#### [Exercise requirements]
What is the count of lines in the listing below that hold the string "улица"? Reply with that number alone.

+ + +

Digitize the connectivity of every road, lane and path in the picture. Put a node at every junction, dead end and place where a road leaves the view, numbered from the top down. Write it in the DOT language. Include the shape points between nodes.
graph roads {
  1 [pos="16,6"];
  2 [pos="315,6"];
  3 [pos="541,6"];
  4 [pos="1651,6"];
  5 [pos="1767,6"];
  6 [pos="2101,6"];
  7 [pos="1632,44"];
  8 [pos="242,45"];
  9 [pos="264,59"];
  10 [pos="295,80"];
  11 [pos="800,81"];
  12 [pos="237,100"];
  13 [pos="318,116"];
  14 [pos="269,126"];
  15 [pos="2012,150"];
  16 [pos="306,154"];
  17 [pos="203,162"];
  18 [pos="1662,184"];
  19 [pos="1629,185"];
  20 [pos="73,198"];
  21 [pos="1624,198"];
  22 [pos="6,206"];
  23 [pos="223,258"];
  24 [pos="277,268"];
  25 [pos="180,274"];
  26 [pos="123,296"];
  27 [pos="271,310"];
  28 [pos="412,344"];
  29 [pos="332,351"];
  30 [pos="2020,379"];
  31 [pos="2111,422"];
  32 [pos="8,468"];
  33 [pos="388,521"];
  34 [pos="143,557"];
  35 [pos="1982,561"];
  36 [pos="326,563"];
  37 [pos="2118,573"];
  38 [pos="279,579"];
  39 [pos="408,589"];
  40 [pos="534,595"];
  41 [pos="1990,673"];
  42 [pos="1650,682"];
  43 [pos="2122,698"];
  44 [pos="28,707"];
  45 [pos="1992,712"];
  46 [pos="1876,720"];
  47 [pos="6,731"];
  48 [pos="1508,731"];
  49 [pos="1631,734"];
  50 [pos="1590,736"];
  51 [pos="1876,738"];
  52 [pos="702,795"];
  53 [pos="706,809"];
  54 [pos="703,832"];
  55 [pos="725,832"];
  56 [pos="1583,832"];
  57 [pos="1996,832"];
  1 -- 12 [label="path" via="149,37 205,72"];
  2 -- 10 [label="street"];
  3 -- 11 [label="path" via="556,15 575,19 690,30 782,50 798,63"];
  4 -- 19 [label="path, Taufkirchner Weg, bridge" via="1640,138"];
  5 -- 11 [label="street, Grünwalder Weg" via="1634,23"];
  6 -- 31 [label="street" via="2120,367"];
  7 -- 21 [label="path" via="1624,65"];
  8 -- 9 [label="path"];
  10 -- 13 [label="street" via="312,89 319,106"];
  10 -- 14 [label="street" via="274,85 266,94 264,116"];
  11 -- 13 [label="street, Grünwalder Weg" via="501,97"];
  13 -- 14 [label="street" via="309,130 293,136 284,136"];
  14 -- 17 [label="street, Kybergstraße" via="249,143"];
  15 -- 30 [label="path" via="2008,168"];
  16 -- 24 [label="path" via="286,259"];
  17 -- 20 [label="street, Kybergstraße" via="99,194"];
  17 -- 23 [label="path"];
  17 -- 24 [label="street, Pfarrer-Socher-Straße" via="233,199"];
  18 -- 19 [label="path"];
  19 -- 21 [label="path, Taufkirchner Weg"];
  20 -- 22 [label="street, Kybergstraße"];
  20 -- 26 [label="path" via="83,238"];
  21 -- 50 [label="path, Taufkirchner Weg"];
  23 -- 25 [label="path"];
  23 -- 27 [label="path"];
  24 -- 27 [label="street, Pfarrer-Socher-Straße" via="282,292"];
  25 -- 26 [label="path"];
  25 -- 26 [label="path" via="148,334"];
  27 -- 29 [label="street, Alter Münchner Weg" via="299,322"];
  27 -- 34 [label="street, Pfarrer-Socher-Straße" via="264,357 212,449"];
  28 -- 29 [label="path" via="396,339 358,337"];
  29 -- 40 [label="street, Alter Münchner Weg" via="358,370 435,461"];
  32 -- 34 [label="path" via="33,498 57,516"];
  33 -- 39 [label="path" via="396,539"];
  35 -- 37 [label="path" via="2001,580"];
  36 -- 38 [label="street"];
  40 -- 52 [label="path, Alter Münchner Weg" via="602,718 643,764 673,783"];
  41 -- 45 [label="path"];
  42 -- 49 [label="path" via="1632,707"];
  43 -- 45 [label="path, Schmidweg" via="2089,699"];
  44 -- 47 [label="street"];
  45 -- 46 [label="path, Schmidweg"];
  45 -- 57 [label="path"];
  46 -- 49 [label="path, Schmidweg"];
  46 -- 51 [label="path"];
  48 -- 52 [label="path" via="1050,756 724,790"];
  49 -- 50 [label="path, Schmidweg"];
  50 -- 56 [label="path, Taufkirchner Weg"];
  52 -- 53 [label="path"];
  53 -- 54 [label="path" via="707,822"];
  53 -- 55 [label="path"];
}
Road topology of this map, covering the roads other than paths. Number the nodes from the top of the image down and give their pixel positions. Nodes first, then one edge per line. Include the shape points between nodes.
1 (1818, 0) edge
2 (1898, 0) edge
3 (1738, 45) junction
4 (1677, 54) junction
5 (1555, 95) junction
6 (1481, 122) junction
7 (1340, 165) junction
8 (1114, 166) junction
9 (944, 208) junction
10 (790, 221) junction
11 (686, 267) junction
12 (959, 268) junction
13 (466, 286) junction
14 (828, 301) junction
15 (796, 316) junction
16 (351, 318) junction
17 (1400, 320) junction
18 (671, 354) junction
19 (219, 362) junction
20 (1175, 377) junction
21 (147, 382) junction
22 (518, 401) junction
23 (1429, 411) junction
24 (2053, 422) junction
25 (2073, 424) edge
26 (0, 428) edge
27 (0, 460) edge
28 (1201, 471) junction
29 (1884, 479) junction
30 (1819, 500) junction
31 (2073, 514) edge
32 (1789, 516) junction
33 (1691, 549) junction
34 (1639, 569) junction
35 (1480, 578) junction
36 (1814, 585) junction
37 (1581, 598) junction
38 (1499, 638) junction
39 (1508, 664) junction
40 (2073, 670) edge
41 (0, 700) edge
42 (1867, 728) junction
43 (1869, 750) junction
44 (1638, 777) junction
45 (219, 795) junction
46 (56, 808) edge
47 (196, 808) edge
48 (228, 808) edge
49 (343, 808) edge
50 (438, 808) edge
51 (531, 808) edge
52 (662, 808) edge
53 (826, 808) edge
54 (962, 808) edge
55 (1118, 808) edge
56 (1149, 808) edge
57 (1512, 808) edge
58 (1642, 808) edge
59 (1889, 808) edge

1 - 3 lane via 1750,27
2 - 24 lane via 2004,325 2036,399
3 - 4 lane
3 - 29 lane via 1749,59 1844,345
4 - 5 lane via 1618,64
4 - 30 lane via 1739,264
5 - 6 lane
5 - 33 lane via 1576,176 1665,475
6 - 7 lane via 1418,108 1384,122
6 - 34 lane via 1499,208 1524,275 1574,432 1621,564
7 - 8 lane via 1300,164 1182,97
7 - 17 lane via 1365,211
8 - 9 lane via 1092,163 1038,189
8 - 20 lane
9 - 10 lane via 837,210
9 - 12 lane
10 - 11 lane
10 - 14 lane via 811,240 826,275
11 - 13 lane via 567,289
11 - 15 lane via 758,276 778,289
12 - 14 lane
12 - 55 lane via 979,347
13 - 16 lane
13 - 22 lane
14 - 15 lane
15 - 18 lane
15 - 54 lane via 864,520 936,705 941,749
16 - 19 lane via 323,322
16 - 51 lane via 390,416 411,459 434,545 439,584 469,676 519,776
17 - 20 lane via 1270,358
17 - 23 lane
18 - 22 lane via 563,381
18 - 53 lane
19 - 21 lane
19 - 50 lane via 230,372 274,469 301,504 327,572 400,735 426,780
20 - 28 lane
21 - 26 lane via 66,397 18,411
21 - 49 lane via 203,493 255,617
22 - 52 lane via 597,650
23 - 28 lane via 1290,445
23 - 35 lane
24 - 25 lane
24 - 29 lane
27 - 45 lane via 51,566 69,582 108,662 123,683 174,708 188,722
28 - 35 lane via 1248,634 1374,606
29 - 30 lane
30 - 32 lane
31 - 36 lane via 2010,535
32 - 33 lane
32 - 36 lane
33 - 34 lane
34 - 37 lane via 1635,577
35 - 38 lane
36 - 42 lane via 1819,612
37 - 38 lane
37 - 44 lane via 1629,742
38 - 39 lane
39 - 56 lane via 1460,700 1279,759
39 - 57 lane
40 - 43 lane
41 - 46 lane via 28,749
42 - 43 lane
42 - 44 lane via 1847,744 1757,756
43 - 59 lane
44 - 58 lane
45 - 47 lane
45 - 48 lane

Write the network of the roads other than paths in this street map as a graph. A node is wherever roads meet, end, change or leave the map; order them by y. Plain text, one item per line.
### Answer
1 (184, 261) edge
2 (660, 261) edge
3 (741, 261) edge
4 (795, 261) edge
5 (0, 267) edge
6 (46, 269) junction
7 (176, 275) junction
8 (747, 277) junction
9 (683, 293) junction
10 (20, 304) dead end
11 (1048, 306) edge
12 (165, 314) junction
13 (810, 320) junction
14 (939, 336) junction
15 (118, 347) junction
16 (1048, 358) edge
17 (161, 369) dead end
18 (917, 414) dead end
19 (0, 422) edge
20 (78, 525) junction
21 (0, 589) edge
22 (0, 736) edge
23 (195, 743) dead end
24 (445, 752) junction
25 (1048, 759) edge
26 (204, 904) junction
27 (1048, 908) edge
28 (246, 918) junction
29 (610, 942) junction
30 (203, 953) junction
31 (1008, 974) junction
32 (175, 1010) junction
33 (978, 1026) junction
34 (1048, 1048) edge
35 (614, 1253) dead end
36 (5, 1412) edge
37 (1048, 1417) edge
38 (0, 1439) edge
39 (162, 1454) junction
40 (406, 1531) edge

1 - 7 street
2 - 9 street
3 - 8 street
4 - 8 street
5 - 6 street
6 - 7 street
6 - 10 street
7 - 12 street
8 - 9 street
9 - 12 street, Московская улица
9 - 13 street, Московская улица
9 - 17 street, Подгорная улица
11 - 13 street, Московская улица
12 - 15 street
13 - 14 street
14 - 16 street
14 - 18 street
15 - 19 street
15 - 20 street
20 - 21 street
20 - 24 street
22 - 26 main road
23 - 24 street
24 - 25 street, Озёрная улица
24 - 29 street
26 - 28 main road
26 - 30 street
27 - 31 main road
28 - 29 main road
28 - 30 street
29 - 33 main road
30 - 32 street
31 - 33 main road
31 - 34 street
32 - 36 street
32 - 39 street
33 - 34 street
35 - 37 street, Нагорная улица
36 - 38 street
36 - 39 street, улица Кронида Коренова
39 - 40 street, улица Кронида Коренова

+ + +

#### [Task output]
8